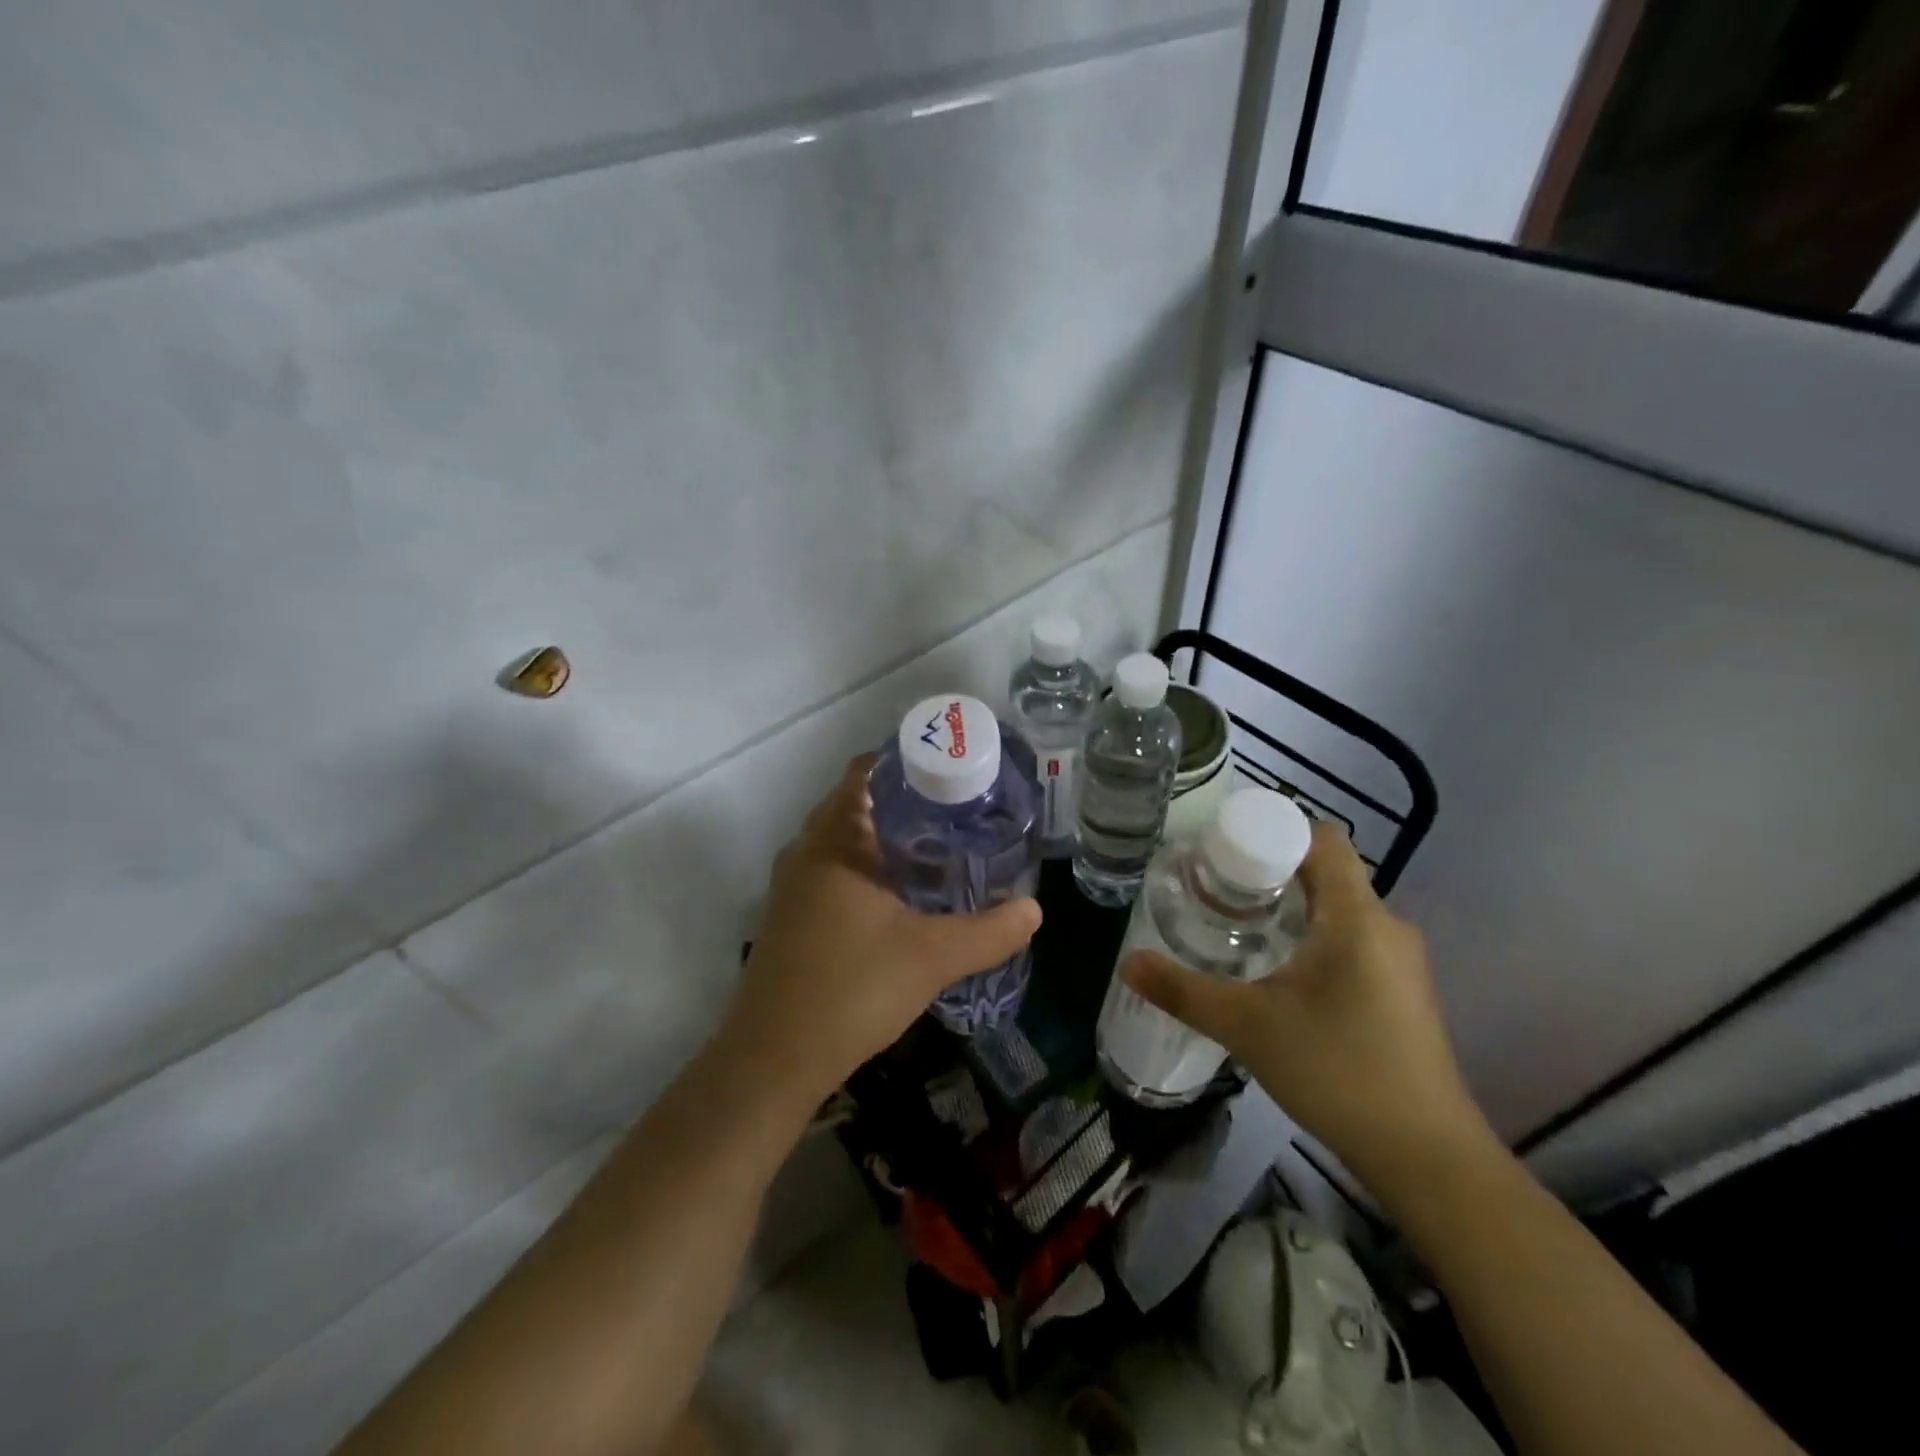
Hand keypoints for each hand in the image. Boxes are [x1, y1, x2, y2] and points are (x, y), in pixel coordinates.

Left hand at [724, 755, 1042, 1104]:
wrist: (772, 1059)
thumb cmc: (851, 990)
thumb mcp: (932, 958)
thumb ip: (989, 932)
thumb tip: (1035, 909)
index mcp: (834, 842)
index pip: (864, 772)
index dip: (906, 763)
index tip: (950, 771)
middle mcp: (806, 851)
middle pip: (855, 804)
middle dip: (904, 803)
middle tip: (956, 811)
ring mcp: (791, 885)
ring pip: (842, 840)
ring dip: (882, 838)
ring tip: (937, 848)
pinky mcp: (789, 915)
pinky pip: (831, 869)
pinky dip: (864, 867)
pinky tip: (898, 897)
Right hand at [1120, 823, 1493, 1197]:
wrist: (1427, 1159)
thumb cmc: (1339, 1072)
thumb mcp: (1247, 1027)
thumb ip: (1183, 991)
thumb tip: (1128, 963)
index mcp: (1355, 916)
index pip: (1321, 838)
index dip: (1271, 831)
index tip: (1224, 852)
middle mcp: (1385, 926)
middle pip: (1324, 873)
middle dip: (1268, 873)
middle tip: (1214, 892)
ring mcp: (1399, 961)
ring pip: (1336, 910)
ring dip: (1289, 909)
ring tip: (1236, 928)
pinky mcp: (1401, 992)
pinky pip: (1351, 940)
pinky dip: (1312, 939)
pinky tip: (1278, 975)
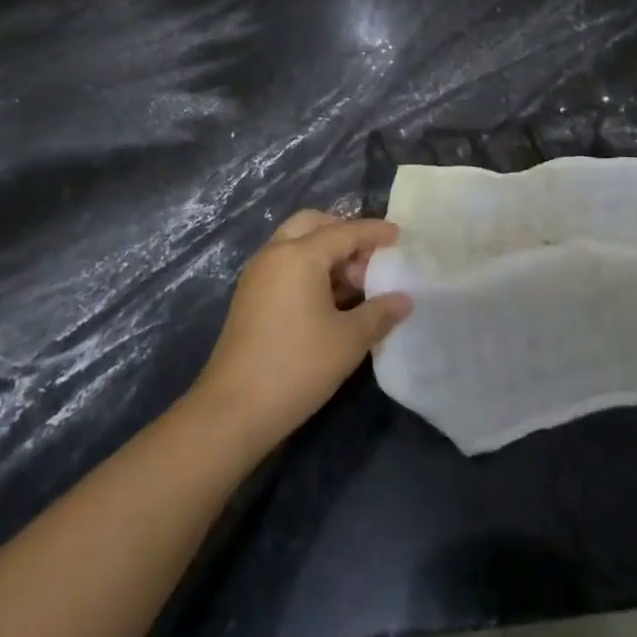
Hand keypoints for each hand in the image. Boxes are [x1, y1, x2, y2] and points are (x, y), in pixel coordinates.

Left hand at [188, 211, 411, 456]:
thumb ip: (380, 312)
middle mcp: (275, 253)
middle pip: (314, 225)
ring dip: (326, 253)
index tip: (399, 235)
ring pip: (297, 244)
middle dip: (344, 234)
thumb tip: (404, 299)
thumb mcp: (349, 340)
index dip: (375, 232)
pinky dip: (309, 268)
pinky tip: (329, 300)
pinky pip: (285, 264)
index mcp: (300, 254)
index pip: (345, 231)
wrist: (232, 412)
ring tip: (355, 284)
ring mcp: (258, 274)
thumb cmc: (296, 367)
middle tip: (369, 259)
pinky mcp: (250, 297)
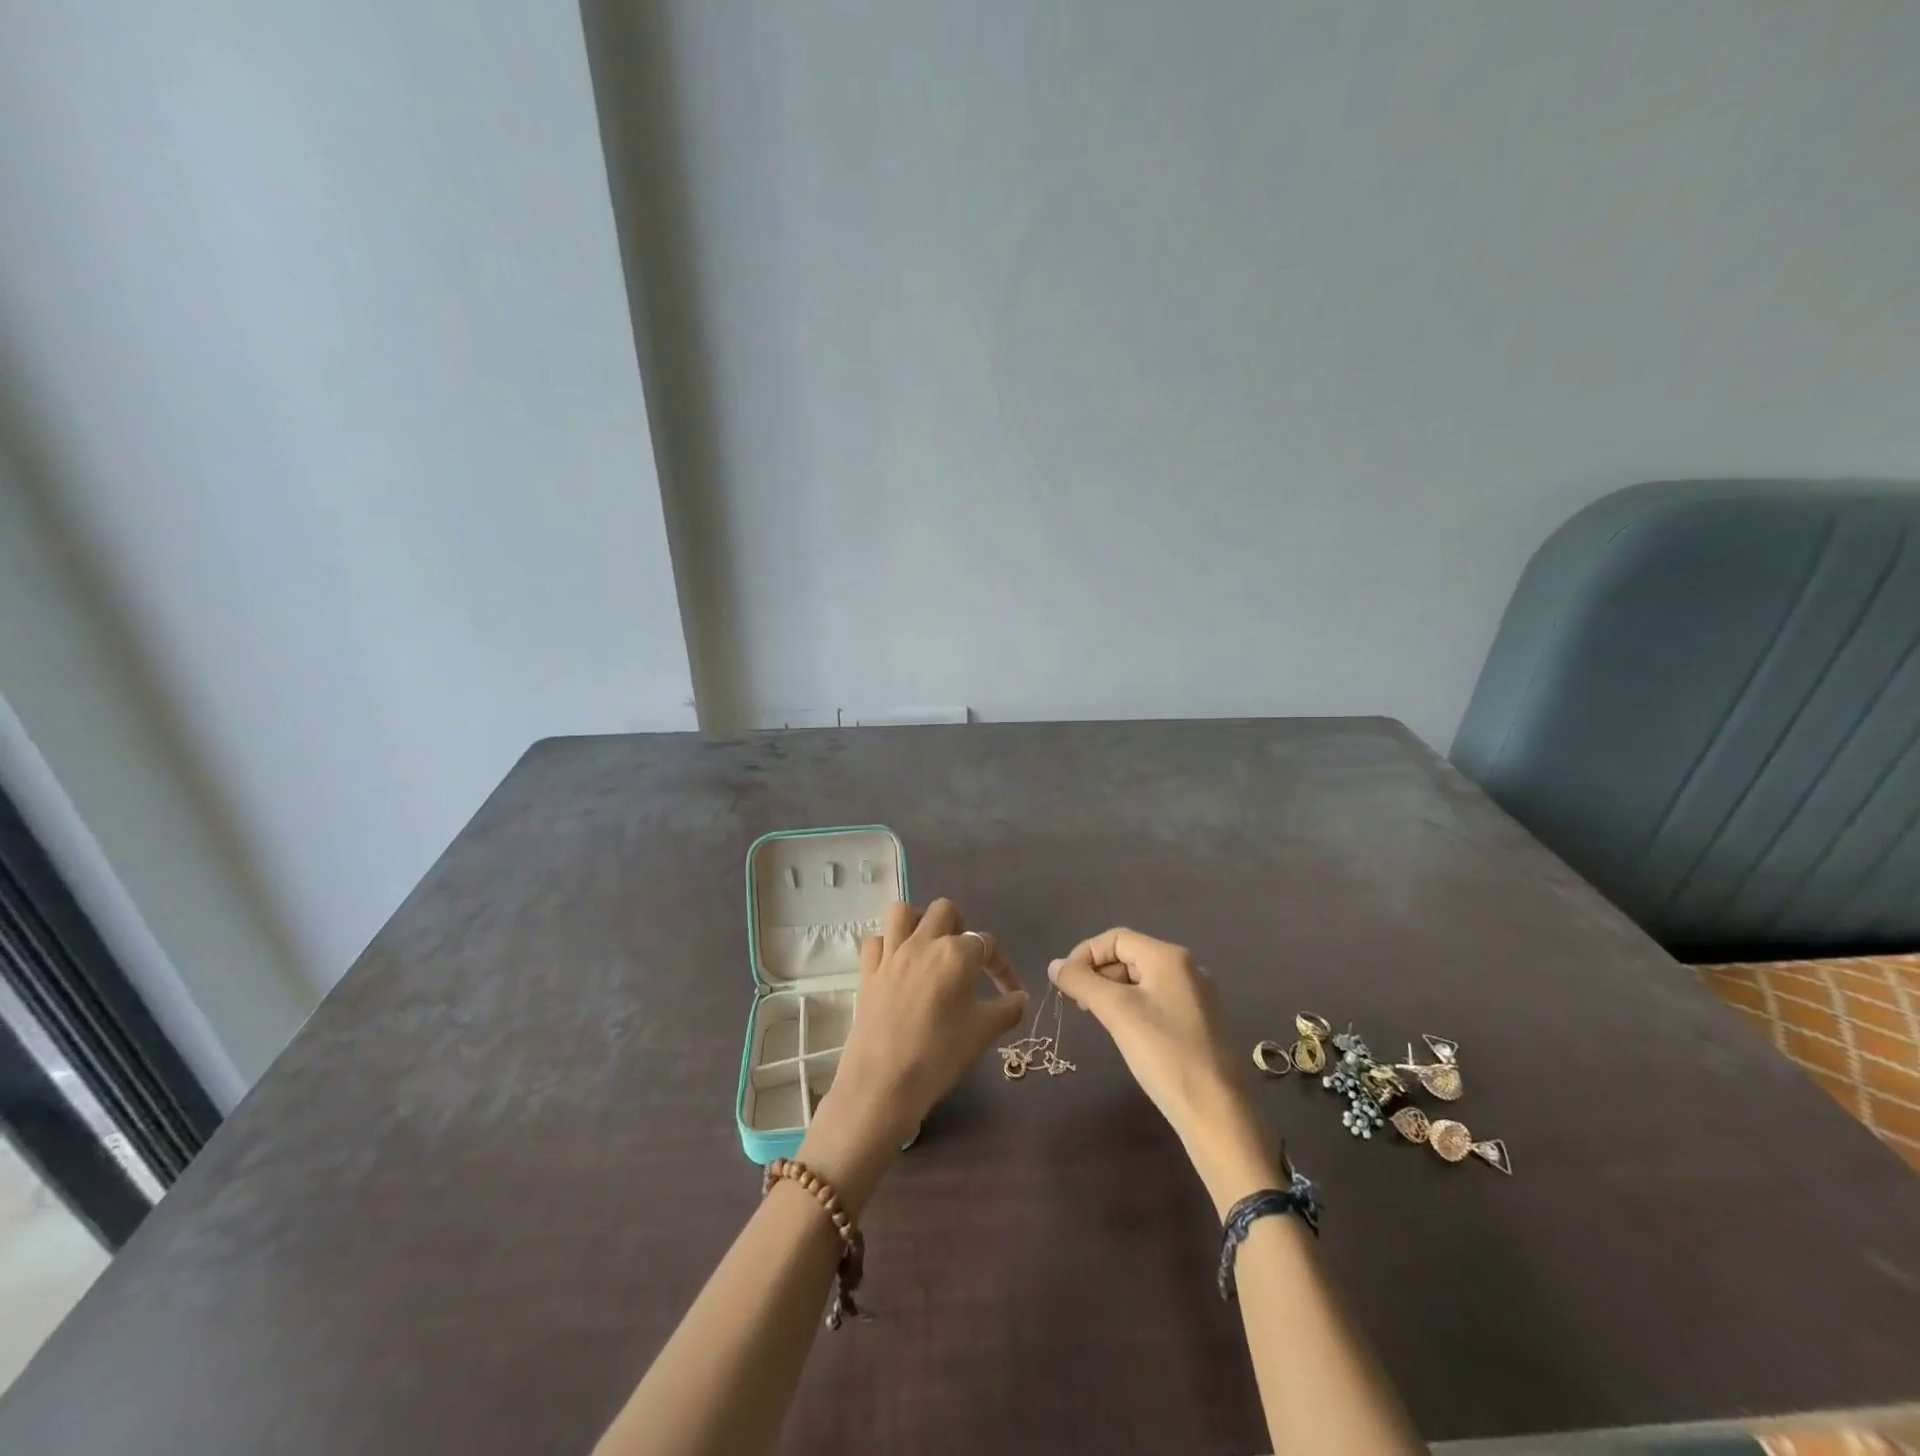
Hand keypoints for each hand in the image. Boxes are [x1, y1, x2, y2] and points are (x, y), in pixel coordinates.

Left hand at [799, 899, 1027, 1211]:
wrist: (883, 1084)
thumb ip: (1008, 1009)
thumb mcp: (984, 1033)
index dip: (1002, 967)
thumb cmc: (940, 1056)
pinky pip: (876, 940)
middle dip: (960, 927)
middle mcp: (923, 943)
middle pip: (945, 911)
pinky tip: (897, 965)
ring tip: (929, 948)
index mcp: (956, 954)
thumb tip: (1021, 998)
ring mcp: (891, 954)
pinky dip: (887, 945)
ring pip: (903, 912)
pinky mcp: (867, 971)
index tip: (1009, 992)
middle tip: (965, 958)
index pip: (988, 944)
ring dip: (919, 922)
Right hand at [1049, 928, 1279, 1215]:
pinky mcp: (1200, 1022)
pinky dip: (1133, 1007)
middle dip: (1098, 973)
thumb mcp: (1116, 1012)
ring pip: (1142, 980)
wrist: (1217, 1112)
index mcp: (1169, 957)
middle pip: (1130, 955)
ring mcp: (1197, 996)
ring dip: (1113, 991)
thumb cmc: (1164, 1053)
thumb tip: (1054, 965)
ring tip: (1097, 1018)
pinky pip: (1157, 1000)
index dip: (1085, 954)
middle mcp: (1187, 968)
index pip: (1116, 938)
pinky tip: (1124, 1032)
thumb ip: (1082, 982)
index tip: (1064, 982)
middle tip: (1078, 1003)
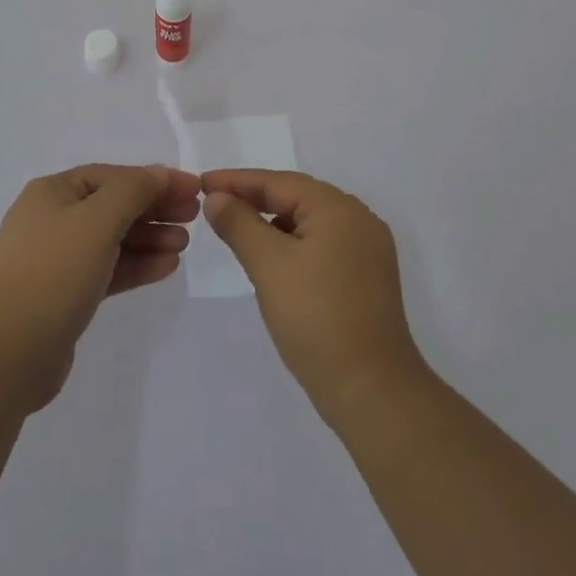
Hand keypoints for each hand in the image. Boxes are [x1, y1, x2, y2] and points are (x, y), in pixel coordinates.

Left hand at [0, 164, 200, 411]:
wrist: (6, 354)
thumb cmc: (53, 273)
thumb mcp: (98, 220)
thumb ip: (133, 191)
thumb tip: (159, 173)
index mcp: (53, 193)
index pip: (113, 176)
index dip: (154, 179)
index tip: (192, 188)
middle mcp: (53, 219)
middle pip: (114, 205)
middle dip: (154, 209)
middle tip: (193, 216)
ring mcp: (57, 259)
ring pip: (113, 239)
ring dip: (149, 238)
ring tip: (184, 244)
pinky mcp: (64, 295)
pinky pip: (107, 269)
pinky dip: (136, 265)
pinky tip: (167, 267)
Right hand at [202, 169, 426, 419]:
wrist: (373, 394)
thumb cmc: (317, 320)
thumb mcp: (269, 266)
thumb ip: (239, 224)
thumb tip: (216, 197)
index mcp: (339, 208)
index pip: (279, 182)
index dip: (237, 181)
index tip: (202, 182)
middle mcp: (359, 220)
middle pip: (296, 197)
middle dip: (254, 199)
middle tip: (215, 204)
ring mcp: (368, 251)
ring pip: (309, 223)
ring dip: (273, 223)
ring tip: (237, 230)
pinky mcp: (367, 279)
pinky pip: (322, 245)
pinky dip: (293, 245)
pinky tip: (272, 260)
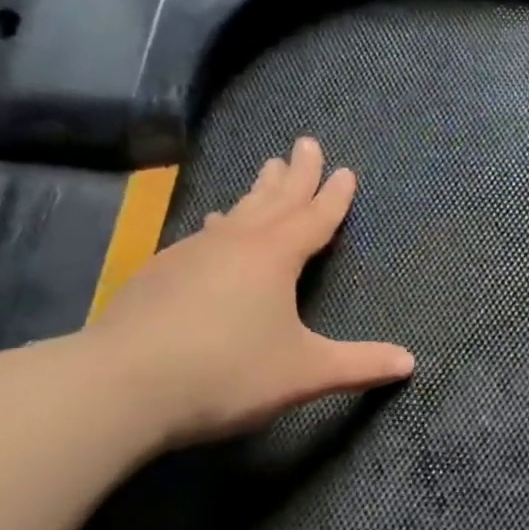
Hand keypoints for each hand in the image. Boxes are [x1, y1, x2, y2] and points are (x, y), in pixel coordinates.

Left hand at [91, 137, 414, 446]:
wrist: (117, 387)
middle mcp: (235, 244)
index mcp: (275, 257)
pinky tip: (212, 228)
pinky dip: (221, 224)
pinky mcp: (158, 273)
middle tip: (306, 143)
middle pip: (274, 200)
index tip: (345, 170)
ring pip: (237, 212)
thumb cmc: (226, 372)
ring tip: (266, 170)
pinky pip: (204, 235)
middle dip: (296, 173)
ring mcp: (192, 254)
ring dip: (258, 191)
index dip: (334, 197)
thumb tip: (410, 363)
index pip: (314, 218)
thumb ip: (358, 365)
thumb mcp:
########################################
__Task item__: Please reproduce the entries above line by line, exactly, leaving out each image.

__Result of the exercise__:
Hand keypoints for each hand in the image. Boxes are [x1, y1, x2, y2] and points are (x, y), in pixel coordinates.

Left hand at [724, 755, 1042, 1104]:
wrist: (772, 1059)
thumb cmc: (851, 990)
thumb mcp: (932, 958)
thumb ip: (989, 932)
thumb tip: (1035, 909)
index mcp: (834, 842)
index pip: (864, 772)
index dip: (906, 763)
index tip: (950, 771)
middle mcp: (806, 851)
middle pip: (855, 804)
middle dip: (904, 803)
middle tip: (956, 811)
ring mcp: (791, 885)
ring pip: (842, 840)
ring dip: (882, 838)
ring tip: (937, 848)
pinky mcp: (789, 915)
pinky pip: (831, 869)
pinky dip: (864, 867)
pinky tip: (898, 897)
Right hand at [1120, 823, 1493, 1197]:
wrist: (1427, 1159)
thumb cmc: (1339, 1072)
thumb mcp: (1247, 1027)
thumb ip: (1183, 991)
thumb tip: (1128, 963)
index mcp: (1355, 916)
index pip: (1321, 838)
index dip: (1271, 831)
index tip: (1224, 852)
middle mcp: (1385, 926)
middle pip: (1324, 873)
middle dip: (1268, 873)
middle tip: (1214, 892)
ring mcp: (1399, 961)
ring pip: (1336, 910)
ring dip: (1289, 909)
ring tip: (1236, 928)
pinky mcp: (1401, 992)
pinky pip: (1351, 940)
pinky dip: (1312, 939)
pinky tip: (1278, 975)
Hand keypoints for each hand in the image. Boxes are [x1, y1, x2, y2] and points are (x, y), in pixel coordinates.

Left hand at [188, 211, 411, 456]:
thumb ip: (380, 312)
middle mcp: (275, 253)
middle pip: (314, 225)
ring dip: (326, 253)
index tip: (399, 235)
ring pip: (297, 244)
middle dip: (344, 234)
thumb tip: (404, 299)
thumb mcp: (349, 340)
index dip: (375, 232)
pinky dip: (309, 268)
pinky tip: (329, 300)
pinky pip: (285, 264)
index mcp: (300, 254)
index pip: (345, 231)
wrist: (232, 412)
ring tip: (355, 284)
ring mcp: (258, 274)
thumb cmc: (296, 367)
middle tip: (369, 259)
pinky mcp: (250, 297)
Hand keypoints for each hand in the image. Boxes are [x1, y1, x2, y2] and points are (x, y), in pixel coordinates.

Left hand at [799, 899, 1027, 1211]:
wrist: (883, 1084)
thumb ip: (1008, 1009)
thumb mcp: (984, 1033)
index dip: (1002, 967)
thumb cmc: (940, 1056)
pinky pip: (876, 940)
middle dip: (960, 927)
middle mcp: (923, 943)
middle pip: (945, 911)
pinky tip: (897, 965)
ring tip: (929, 948)
index mcp: (956, 954)
thumb tip: (1021, 998)
ring mcp: (891, 954)
pinky dip: (887, 945)
ring pip: (903, 912)
pinky mcp: (867, 971)
index tip: (1009, 992)
middle tip: (965, 958)
index pip: (988, 944)
ring dip: (919, 922)
Right hand at [1049, 928, 1279, 1215]:
pinky mcp: (1200, 1022)
pinky dip: (1133, 1007)
middle dip: (1098, 973)
thumb mcp: (1116, 1012)
ring pip: (1142, 980)
wrist: (1217, 1112)
index mcp: (1169, 957)
middle pip: (1130, 955)
ring mcp: (1197, 996)
ring dip: (1113, 991)
thumb cmc: (1164, 1053)
thumb tip: (1054, 965)
ring tip: (1097, 1018)
pinky pip: (1157, 1000)
index dip: (1085, 954)
middle mcp: (1187, 968)
index pip: (1116, 938)
pinky tip: (1124, 1032)
thumb ip: (1082, 982)
index tip: (1064, 982)
middle tip: (1078, 1003)
Hand keypoints for each hand in the image. Boxes are [x1, y1, x2, y2] and points are (x, y), in pixel coordinates.

Left hand at [0, 164, 200, 411]:
wrist: (6, 354)
thumb cmc: (53, 273)
thumb mcp: (98, 220)
thumb ip: (133, 191)
thumb tip: (159, 173)
index mcp: (53, 193)
index pip: (113, 176)
index dip: (154, 179)
index tip: (192, 188)
middle mcp: (53, 219)
middle pip: (114, 205)
middle dip: (154, 209)
middle tip: (193, 216)
ring mcp: (57, 259)
ring pip: (113, 239)
ring dip: (149, 238)
ring tip: (184, 244)
pinky mcp: (64, 295)
pinky pip: (107, 269)
pinky dip: (136, 265)
pinky tip: (167, 267)
Right hand at [202, 169, 426, 419]:
wrist: (373, 394)
thumb cmc: (317, 320)
thumb mcp: (269, 266)
thumb ip: (239, 224)
thumb tip: (216, 197)
index mcp: (339, 208)
index pip: (279, 182)
index dip: (237, 181)
index tip: (202, 182)
middle mcp: (359, 220)
middle pip: (296, 197)
middle dip: (254, 199)
middle tip: (215, 204)
ring mcp: (368, 251)
ring pip: (309, 223)
ring dip: (273, 223)
ring tip: (237, 230)
pinky mcp: (367, 279)
pinky pip: (322, 245)
pinky dip: (293, 245)
pinky tip: (272, 260)
Hand keypoints for each hand in the image. Boxes are [x1, y1, x2, y2] and points are (x, y), in pixel coordinates.

Left hand at [91, 137, 414, 446]:
wrist: (117, 387)
middle mcp: (235, 244)
index mcp: (275, 257)
pinky tip: (212, 228)
pinky dip: (221, 224)
pinky mcp: (158, 273)
middle tip: (306, 143)
middle pip: (274, 200)
index tip: (345, 170)
ring pip: (237, 212)
thumb cmc: (226, 372)
ring tip: (266, 170)
pinky pip: (204, 235)
middle dip: (296, 173)
ring mcp: (192, 254)
ring dip: (258, 191)
index dip: (334, 197)
thumb tip: (410, 363)
index pip: (314, 218)
thumb ip: (358, 365)
thumb mcp:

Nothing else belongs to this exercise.